Drinking water, including bottled water, may reasonably be expected to contain at least small amounts of some contaminants. The presence of contaminants does not necessarily indicate that water poses a health risk. More information about contaminants and potential health effects may be obtained by calling the Environmental Protection Agency's Safe Drinking Water Hotline at 800-426-4791

Other areas of concern include several segments of streams already assessed as having impairments, power line right-of- way with potential herbicide use, and residential septic sys- tems located throughout the watershed. Since the intake is in an urban area, the threat of underground storage tanks leaking must also be taken into account. The entire report is available at Northern Kentucky Area Development District, 22 Spiral Drive, Florence, KY 41042. Phone: 859-283-1885.

What contaminants could be in source water?

The sources of drinking water; both tap water and bottled water; include rivers, lakes, streams, ponds, reservoirs, springs, and wells. As water travels over the surface of the land or through the ground, it dissolves naturally-occurring minerals and, in some cases, radioactive material, and may pick up substances resulting from the presence of animals or from human activity.
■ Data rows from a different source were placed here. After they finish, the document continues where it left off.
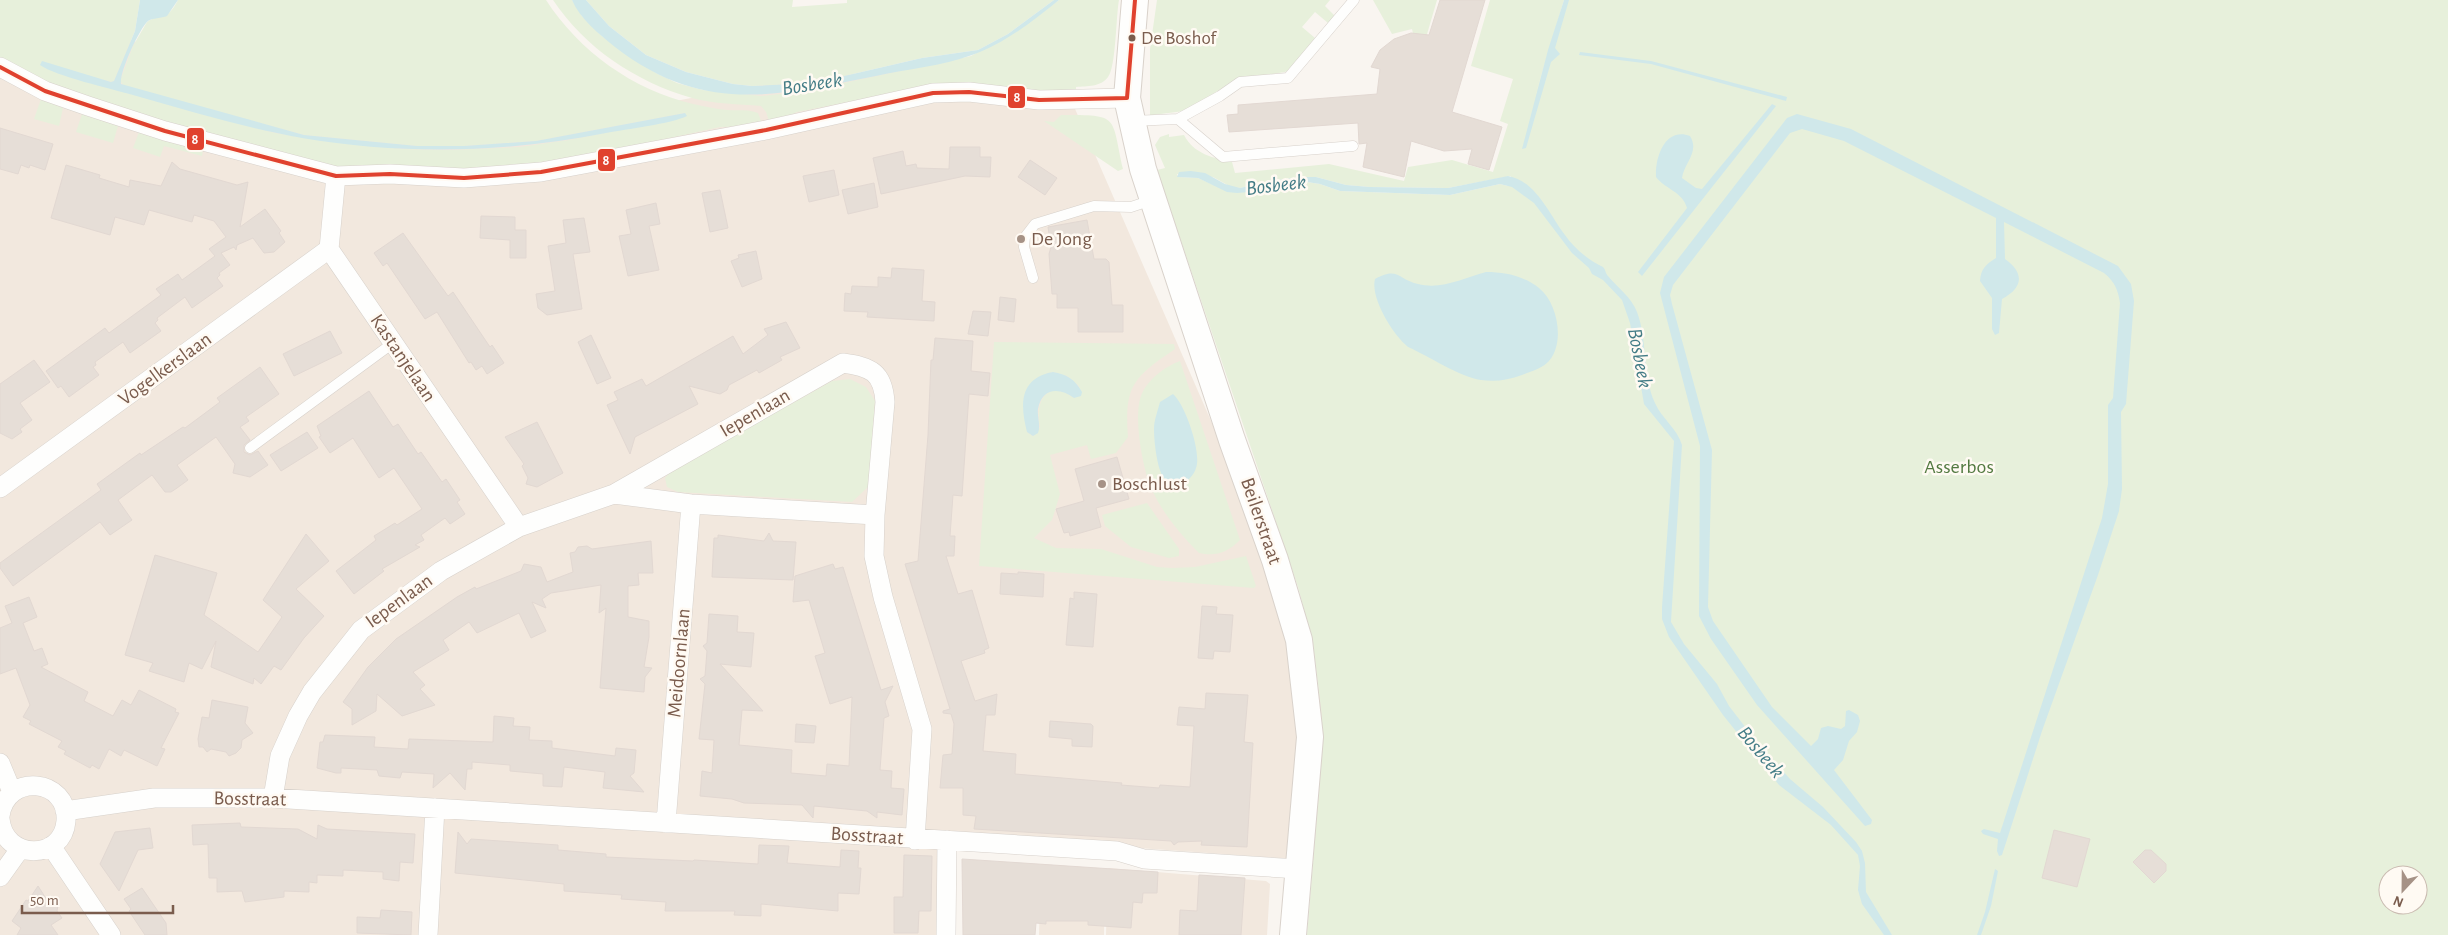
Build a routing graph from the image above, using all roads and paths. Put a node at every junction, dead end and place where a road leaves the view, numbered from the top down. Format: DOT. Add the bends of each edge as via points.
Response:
graph roads {
  1 [pos="1135,0"];
  2 [pos="1354,0"];
  3 [pos="0,67"];
  4 [pos="1129,109"];
  5 [pos="1178,119"];
  6 [pos="1352,146"];
  7 [pos="336,176"];
  8 [pos="1153,200"];
  9 [pos="329,249"];
  10 [pos="1033,278"];
  11 [pos="393,343"];
  12 [pos="250,448"];
  13 [pos="0,488"];
  14 [pos="614,494"];
  15 [pos="692,504"];
  16 [pos="875,515"];
  17 [pos="519,527"];
  18 [pos="0,764"];
  19 [pos="12,792"];
  20 [pos="273,798"];
  21 [pos="435,808"];
  22 [pos="65,811"];
  23 [pos="0,818"];
  24 [pos="666,823"];
  25 [pos="0,825"];
  26 [pos="915,840"];
  27 [pos="947,840"];
  28 [pos="51,846"];
  29 [pos="20,848"];
  30 [pos="1298,869"];
  31 [pos="0,877"];
  32 [pos="111,935"];
  33 [pos="428,935"];
  34 [pos="946,935"];
  35 [pos="1293,935"];
  1 -- 4 [label="street, Beilerstraat"];
  2 -- 5 [label="lane" via="1288,78 1240,82"];
  3 -- 7 [label="street" via="45,91 165,131"];
  4 -- 5 [label="lane"];
  4 -- 7 [label="street" via="969,92 933,93 766,130 541,172 464,178 390,174"];
  4 -- 8 [label="street, Beilerstraat"];
  5 -- 6 [label="lane" via="1223,157"];
  7 -- 9 [label="street"];
  8 -- 10 [label="lane" via="1131,207 1094,206 1035,224 1025,237 1024,247"];
  8 -- 30 [label="street, Beilerstraat" via="1299,640 1310,737"];
  9 -- 11 [label="street, Kastanjelaan"];
  9 -- 13 [label="street, Vogelkerslaan"];
  11 -- 12 [label="lane"];
  11 -- 17 [label="street, Kastanjelaan"];
  14 -- 15 [label="street, Iepenlaan"];
  14 -- 16 [label="street, Iepenlaan" via="843,363 874,372 884,384"];
  14 -- 17 [label="street, Iepenlaan"];
  15 -- 16 [label="street, Iepenlaan"];
  15 -- 24 [label="street, Meidoornlaan"];
  16 -- 26 [label="street" via="874,556 922,730"];
  17 -- 20 [label="street, Iepenlaan" via="441,571 361,630 312,692 298,716 280,756"];
  18 -- 19 [label="street"];
  19 -- 22 [label="street" via="26,786 40,786 59,798"];
  19 -- 23 [label="street" via="3,804"];
  20 -- 21 [label="street, Bosstraat"];
  20 -- 22 [label="street, Bosstraat" via="154,798"];
  21 -- 24 [label="street, Bosstraat"];
  21 -- 33 [label="street"];
  22 -- 28 [label="street" via="64,831"];
  23 -- 25 [label="street"];
  24 -- 26 [label="street, Bosstraat"];
  25 -- 29 [label="street" via="7,839"];
  26 -- 27 [label="street, Bosstraat"];
  27 -- 30 [label="street, Bosstraat" via="1117,851 1144,859"];
  27 -- 34 [label="street"];
  28 -- 29 [label="street" via="36,852"];
  28 -- 32 [label="street"];
  29 -- 31 [label="street"];
  30 -- 35 [label="street, Beilerstraat"];
}
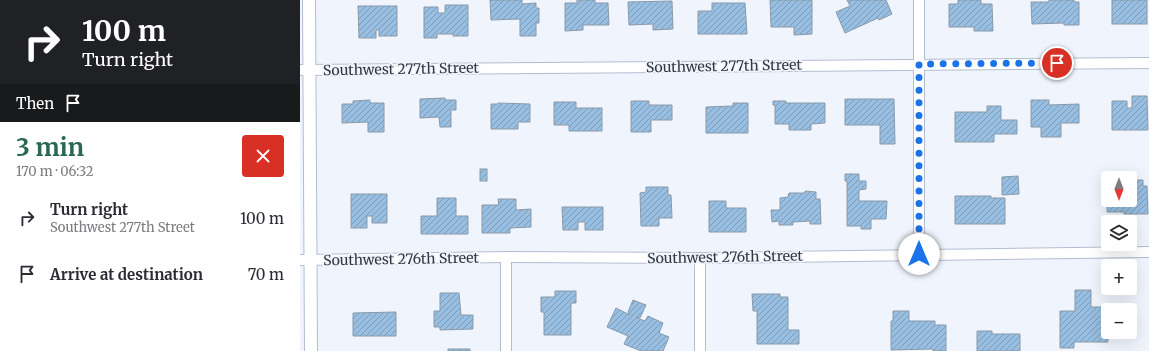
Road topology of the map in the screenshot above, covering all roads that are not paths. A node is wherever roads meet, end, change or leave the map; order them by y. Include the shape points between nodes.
1 (309, 0) edge
2 (919, 0) edge
3 (1149, 63) edge
4 (919, 64) junction
5 (305, 70) edge
6 (1149, 252) edge
7 (919, 254) junction
8 (506, 257) junction
9 (700, 258) junction
10 (305, 260) edge
11 (310, 351) edge
12 (506, 351) edge
13 (700, 351) edge

1 - 5 street
2 - 4 street
3 - 4 street, Southwest 277th Street
4 - 5 street, Southwest 277th Street
4 - 7 street
5 - 10 street
6 - 7 street, Southwest 276th Street
7 - 9 street, Southwest 276th Street
8 - 9 street, Southwest 276th Street
8 - 10 street, Southwest 276th Street
8 - 12 street
9 - 13 street
10 - 11 street

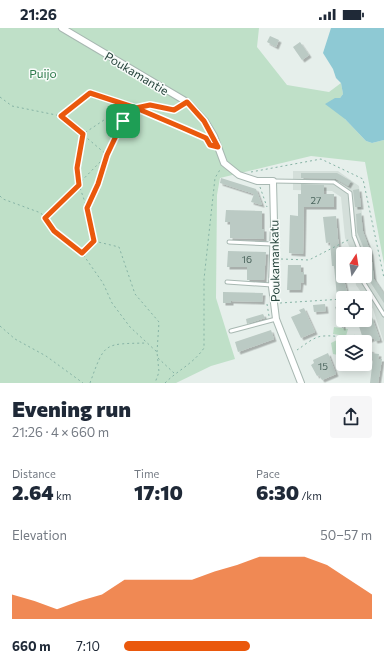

Contaminants that may be present in source water include:

Microbial contaminants, such as viruses and bacteria, that may come from sewage treatment plants, septic systems, agricultural livestock operations, and wildlife.

Inorganic contaminants, such as salts and metals, that may be naturally-occurring or result from urban stormwater runoff, industrial or domestic wastewater discharges, oil and gas production, mining, or farming.

Pesticides and herbicides, which may come from a variety of sources such as agriculture, urban stormwater runoff, and residential uses.

Organic chemical contaminants, including synthetic and volatile organic chemicals, which are by-products of industrial processes and petroleum production, and may also come from gas stations, urban stormwater runoff, and septic systems.

Radioactive contaminants, which may be naturally-occurring or be the result of oil and gas production and mining activities.

To ensure that tap water is safe to drink, U.S. EPA prescribes regulations that limit the amount of certain contaminants in water provided by public water systems.

U.S. FDA regulations establish limits for contaminants in bottled water that shall provide the same protection for public health.